Is the U.S. Pursuing a "Divide and Conquer" Strategy in Iraq?

Why wouldn’t the U.S. bomb Shiite holy places in Iraq and shift the blame to Sunnis? Why wouldn’t the U.S. want a civil war in Iraq? Hasn’t the U.S. Always pursued "divide and conquer" strategies, starting with the earliest days of conquering the native inhabitants of Turtle Island?

Didn’t the British allies of the U.S. get caught with SAS soldiers in Arab garb driving around Basra with bomb-making materials in their vehicle? Weren’t the Brits so concerned over the capture of their covert operators by Iraqi police that they broke them out of custody, using tanks to destroy a local jail?

Anyone who doubts that the U.S. wouldn’t deliberately provoke hostility within the Iraqi population is naive, ignorant, or stupid. Didn’t the U.S. set up an Iraqi constitution that subdivided the nation by religion and culture in order to provoke resource disputes between the subdivisions?

Wouldn’t a united Iraq that insisted on full Iraqi sovereignty and control of Iraqi assets and wealth be a bigger challenge to U.S. hegemony that a divided Iraq, no matter how great the intra-Iraqi violence patterns?

After all, the U.S. personnel can stay relatively safe within the Green Zone or military bases with patrol aircraft and mechanized infantry providing security while Iraqis blow the hell out of each other all over the country.

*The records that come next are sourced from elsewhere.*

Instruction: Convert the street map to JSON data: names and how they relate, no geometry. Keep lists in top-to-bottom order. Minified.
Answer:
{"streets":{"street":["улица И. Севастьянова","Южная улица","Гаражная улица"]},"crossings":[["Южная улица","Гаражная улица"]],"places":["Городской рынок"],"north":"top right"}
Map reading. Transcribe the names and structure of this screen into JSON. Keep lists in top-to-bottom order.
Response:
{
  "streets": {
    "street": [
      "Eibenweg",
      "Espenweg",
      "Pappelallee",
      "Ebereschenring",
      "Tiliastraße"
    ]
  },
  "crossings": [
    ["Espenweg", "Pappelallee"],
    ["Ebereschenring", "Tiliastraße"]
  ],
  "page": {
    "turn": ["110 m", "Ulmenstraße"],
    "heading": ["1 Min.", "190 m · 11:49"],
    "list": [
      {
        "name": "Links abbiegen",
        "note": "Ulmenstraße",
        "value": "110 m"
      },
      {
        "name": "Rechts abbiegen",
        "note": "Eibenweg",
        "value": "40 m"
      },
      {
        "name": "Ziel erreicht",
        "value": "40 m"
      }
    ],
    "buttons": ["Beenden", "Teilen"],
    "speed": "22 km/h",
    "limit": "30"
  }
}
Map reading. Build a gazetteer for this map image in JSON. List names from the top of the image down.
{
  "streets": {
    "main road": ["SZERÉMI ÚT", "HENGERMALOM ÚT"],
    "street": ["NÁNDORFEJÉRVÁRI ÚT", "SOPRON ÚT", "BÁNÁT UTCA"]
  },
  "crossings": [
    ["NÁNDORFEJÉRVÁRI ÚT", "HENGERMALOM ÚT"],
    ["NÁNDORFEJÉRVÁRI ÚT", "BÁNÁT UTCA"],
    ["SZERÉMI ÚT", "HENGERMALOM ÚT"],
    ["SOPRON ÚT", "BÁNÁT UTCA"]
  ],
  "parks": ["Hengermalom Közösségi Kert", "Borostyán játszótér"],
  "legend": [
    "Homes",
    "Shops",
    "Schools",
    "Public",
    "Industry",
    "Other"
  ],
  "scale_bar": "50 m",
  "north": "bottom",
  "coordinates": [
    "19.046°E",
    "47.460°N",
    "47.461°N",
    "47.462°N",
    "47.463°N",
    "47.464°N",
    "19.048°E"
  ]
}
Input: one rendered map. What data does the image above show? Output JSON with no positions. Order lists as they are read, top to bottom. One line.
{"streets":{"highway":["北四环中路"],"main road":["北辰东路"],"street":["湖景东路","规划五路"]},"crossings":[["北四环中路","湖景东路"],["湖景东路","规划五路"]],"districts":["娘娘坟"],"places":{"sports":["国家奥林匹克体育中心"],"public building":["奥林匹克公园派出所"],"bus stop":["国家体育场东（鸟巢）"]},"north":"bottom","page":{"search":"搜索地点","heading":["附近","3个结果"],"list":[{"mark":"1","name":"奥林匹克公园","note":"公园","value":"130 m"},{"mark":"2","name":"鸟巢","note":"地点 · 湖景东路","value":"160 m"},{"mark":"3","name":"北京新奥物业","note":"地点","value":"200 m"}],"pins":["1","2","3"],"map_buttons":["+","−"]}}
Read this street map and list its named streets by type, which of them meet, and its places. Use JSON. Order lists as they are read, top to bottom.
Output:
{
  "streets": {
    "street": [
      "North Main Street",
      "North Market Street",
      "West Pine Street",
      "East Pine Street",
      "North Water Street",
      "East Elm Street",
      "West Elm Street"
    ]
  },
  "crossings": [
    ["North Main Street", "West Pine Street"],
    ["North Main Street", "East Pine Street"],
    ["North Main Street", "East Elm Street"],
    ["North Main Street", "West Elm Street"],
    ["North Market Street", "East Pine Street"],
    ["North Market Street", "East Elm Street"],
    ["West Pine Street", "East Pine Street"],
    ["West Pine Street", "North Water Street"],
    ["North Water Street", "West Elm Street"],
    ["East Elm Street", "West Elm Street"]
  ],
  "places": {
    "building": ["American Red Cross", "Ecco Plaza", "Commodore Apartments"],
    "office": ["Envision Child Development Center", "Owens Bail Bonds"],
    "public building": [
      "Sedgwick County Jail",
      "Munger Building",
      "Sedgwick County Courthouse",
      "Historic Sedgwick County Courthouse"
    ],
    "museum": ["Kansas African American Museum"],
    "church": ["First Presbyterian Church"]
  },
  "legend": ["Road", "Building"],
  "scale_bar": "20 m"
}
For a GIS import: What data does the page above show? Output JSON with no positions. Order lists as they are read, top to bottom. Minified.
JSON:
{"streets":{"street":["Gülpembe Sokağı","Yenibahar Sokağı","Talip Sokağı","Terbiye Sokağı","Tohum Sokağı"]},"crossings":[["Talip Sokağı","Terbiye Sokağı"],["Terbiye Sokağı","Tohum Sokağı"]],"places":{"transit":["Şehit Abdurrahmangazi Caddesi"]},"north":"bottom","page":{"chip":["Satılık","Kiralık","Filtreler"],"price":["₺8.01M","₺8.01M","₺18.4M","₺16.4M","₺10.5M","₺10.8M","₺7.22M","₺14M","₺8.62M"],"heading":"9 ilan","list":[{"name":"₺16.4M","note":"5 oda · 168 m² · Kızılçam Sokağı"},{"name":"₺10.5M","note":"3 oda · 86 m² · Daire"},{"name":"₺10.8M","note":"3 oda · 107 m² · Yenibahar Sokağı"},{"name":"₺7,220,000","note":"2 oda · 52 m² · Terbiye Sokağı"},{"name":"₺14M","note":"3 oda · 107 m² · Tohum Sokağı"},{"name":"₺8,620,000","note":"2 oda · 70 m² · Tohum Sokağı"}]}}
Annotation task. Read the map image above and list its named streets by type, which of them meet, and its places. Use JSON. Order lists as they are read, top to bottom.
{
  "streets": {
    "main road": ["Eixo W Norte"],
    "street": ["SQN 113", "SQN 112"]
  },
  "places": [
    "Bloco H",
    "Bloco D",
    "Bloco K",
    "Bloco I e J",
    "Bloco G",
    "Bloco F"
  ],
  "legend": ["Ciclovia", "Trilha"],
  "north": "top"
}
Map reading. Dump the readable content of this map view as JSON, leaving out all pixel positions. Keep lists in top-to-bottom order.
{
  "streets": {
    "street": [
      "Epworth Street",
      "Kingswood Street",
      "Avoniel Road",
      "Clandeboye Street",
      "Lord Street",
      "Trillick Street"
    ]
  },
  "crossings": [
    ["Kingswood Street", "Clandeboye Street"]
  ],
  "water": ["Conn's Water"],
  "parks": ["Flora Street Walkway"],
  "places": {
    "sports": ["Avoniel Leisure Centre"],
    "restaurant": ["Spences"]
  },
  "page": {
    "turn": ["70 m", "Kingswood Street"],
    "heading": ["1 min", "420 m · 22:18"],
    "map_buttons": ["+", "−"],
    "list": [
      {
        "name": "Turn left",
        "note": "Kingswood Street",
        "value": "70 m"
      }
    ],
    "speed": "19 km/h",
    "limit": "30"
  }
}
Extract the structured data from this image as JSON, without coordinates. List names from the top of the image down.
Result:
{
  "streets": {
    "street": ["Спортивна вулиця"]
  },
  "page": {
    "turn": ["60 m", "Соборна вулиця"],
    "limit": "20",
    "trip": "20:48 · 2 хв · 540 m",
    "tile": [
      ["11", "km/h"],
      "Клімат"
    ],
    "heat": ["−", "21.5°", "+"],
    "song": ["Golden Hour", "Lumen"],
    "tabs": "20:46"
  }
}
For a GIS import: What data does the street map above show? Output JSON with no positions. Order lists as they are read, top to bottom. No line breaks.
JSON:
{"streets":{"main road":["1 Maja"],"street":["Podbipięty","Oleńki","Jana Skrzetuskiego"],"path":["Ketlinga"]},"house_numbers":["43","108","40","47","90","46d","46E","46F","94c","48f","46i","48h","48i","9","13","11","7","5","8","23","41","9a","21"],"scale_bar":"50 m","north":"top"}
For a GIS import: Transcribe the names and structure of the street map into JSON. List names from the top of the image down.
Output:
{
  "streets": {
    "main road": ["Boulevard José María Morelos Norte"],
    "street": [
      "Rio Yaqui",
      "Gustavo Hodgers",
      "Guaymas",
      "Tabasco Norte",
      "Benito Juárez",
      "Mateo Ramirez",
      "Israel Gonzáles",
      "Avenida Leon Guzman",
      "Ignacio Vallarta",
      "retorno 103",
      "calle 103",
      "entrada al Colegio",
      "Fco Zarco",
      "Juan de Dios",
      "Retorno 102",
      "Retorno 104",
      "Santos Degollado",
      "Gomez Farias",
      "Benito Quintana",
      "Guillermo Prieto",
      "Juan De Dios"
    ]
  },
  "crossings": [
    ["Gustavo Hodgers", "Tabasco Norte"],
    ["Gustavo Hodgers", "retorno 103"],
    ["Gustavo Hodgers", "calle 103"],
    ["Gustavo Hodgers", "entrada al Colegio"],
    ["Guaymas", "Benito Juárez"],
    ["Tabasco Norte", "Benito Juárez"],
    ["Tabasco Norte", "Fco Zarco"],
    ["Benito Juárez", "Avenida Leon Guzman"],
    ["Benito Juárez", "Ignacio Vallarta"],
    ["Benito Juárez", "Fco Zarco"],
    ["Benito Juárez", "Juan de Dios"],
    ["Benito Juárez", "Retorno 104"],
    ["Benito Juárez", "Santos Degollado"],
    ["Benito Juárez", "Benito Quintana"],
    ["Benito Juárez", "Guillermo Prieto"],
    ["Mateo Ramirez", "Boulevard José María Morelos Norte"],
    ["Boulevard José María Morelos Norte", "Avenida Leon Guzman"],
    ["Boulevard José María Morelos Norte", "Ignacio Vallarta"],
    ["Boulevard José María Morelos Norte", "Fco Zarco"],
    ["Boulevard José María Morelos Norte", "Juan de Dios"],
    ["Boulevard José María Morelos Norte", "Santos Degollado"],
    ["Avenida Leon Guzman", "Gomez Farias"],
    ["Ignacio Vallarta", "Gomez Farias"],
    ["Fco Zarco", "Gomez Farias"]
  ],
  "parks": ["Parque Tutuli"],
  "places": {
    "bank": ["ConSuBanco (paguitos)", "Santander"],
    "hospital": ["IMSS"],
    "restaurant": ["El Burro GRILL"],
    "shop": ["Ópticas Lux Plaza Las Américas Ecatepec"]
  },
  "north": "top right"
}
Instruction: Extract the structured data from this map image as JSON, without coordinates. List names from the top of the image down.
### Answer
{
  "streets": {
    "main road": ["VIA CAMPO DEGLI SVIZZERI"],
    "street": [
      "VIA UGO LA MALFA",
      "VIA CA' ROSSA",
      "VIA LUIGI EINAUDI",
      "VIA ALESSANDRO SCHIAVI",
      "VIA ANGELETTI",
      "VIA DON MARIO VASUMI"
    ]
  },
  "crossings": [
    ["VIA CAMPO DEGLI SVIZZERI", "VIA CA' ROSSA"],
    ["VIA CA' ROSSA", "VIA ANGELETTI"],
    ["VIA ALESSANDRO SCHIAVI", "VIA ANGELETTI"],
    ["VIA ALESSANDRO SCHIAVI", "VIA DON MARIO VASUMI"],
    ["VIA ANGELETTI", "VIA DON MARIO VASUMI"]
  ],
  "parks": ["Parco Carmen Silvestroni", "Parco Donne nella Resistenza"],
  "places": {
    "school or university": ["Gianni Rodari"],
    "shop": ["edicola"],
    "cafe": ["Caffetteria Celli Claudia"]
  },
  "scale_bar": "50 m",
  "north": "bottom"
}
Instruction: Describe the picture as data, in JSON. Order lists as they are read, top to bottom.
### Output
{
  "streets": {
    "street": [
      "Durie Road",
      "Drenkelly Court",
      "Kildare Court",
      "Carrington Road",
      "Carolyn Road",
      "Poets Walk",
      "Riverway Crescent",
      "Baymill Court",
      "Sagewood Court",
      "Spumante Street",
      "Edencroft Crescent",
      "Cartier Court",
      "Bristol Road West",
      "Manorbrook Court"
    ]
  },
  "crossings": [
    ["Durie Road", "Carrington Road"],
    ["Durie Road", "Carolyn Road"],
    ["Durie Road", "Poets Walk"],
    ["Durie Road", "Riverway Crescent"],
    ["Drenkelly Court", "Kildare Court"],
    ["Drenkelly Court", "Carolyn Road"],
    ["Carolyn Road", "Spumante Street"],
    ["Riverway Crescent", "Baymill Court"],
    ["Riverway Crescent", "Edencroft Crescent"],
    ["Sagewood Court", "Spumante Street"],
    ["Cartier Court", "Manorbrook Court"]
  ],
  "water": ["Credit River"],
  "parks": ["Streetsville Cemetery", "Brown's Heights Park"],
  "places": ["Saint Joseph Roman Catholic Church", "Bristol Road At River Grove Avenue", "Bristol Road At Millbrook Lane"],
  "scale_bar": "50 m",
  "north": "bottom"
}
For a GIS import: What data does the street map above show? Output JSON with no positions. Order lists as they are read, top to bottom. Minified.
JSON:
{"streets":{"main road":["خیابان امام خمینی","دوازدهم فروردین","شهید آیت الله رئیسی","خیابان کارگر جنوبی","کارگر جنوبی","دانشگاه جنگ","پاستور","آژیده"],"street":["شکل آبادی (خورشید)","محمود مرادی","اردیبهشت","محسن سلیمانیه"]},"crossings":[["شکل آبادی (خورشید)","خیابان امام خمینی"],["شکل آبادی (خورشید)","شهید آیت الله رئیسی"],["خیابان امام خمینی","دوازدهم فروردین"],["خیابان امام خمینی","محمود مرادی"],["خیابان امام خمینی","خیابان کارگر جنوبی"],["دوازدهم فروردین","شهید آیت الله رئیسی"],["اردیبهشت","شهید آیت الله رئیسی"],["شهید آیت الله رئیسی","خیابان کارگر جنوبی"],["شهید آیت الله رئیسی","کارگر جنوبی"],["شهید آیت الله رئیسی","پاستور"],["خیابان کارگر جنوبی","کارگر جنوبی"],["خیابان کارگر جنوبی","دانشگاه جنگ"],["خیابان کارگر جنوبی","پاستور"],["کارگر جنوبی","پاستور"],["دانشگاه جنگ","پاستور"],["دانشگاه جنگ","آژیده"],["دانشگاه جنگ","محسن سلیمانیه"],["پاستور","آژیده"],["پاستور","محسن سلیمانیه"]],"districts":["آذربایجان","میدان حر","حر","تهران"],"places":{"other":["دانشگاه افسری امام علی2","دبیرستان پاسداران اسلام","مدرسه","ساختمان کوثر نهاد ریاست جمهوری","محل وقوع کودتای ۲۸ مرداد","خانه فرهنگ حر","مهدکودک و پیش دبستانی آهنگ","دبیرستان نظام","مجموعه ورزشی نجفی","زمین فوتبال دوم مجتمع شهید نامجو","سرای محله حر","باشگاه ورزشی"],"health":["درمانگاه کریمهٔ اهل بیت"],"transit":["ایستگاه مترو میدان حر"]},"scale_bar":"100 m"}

The U.S. can send Navy Seals or Delta Force operatives to bomb golden mosques or any other locations they can get access to. Haven’t U.S. personnel been photographed in native garb in Afghanistan? Why wouldn’t they do the same in Iraq?

Divide and Conquer. That strategy is as old as warfare itself. Much is at stake, and letting the divided enemy self-destruct is much more painless than head-on confrontation.